The other suit was brought directly to vacate the decree of divorce, and the action of the trial court in striking out appellant’s cross-action and in overruling her motion to consolidate the two cases constitute the two errors complained of upon this appeal.

Colvin has filed a motion in this court to dismiss the appeal upon the ground that the matters involved herein have become moot since the appeal was perfected.

The principal ground of the motion is that since the appeal of this case, and on the 9th day of November, 1935, Mrs. Mattie Colvin has married and is now the wife of J. D. England. There is a certified copy of the marriage license attached to the motion, showing that the marriage ceremony was performed on the last-named date by the Rev. T. L. Huifstutler. It is contended in the motion that the two suits were instituted for the purpose of annulling the divorce decree which was procured by Colvin, and to secure a divorce for Mrs. Colvin, and that her marriage has the effect of rendering moot the issues involved because, on account of her marriage, she cannot now attack the validity of the divorce decree and have the same set aside because it would render her marriage to England bigamous.

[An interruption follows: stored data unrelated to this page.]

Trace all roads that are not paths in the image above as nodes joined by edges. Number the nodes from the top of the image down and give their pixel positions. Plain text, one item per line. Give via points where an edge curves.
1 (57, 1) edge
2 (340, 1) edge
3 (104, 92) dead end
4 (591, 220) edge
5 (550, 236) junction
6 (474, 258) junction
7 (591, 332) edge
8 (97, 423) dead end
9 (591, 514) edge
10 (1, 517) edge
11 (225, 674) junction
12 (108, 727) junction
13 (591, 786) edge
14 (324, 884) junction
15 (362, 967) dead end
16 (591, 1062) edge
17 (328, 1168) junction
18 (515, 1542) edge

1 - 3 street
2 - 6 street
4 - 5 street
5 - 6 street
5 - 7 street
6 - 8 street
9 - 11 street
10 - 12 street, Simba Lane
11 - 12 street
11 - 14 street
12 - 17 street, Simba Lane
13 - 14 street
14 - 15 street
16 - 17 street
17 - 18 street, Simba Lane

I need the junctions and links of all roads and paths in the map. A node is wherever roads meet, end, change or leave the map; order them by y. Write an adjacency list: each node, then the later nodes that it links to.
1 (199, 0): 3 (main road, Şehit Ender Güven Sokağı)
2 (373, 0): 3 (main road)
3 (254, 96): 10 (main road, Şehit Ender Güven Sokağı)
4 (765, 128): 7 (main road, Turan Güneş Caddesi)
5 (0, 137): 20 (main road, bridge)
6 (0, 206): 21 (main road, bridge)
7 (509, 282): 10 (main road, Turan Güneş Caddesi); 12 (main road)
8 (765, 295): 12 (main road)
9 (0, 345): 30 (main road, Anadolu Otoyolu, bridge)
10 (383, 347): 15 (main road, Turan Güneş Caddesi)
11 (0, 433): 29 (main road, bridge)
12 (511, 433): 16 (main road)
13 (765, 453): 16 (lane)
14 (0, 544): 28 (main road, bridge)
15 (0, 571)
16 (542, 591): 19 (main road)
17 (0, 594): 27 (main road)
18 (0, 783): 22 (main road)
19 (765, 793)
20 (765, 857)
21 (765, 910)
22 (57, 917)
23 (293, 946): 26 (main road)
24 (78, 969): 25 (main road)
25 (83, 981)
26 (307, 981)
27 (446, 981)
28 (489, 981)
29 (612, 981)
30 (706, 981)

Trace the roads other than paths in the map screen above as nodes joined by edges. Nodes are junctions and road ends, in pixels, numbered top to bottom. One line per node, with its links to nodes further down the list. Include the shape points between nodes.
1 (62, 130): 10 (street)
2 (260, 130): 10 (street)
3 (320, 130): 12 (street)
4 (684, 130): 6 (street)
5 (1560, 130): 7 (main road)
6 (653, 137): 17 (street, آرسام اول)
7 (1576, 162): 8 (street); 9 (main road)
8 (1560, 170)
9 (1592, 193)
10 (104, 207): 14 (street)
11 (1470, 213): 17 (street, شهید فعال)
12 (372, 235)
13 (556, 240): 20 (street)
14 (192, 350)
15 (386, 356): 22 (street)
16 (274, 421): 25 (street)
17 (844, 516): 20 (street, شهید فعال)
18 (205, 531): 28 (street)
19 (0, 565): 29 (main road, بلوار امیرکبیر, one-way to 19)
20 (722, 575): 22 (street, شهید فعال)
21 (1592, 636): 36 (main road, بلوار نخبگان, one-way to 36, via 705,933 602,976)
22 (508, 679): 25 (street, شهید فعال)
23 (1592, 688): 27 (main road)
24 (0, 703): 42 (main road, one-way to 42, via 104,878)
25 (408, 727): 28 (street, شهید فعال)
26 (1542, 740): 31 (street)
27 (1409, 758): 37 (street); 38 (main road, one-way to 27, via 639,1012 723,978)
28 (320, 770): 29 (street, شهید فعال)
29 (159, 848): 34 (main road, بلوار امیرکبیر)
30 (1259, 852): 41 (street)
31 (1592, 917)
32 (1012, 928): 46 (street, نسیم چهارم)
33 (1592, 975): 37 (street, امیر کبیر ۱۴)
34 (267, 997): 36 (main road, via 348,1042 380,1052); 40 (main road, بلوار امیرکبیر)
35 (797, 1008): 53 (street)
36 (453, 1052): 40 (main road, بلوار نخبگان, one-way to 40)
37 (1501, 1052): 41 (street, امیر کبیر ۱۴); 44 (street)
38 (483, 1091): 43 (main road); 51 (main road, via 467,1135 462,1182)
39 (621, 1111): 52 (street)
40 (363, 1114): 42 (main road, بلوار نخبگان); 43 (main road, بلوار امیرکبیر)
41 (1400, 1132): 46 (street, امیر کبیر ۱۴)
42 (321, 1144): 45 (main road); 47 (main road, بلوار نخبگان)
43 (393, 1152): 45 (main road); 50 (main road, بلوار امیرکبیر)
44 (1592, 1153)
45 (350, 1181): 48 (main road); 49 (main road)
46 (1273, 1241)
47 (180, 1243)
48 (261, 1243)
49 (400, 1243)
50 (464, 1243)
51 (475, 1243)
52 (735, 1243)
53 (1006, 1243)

The primary purpose of both suits was to secure a division of the property owned by them at the time of the divorce. She does not object to being divorced, but wanted the decree entered upon her application. We are not concerned with whether a judgment in this case setting aside the divorce granted upon his application and divorcing the couple upon the grounds alleged by her would subject her to a charge of bigamy. If the facts alleged in her petition in the last suit and in her cross-action in this suit are true, she is clearly entitled to have the matter of the division of the property adjudicated. She may abandon the divorce feature altogether in her amended pleading, and proceed in the nature of a bill of review. Even though the divorce decree was properly rendered and cannot be set aside, this would be no obstacle to reopening the case and decreeing a division of the property. Suits have been upheld and *912 maintained in this state in many instances where judgments were secured by fraudulent means. 17 Tex.Jur. pp. 26 to 31 inclusive. Where a divorce has been secured by false testimony, and either spouse has been deprived of valuable property rights, or the right to the custody of children, the courts have not hesitated to reopen the case. McMurray v. McMurray, 67 Tex. 665, 4 S.W. 357; Hayward v. Hayward (Tex.Civ.App.) 53 S.W.(2d) 108, 111; Swearingen v. Swearingen (Tex.Civ.App.) 193 S.W. 442; Moor v. Moor (Tex.Civ.App.) 57 S.W. 992; Kuehn v. Kuehn (Tex.Civ.App.) 232 S.W. 918, 925. Her marriage would not have the effect of making the division of the property issue moot. We overrule the motion to dismiss the appeal.

By her first assignment of error she insists that the court erred in sustaining Col-vin’s general demurrers to her cross-action. We sustain this proposition.

Colvin urged eighteen exceptions to Mrs.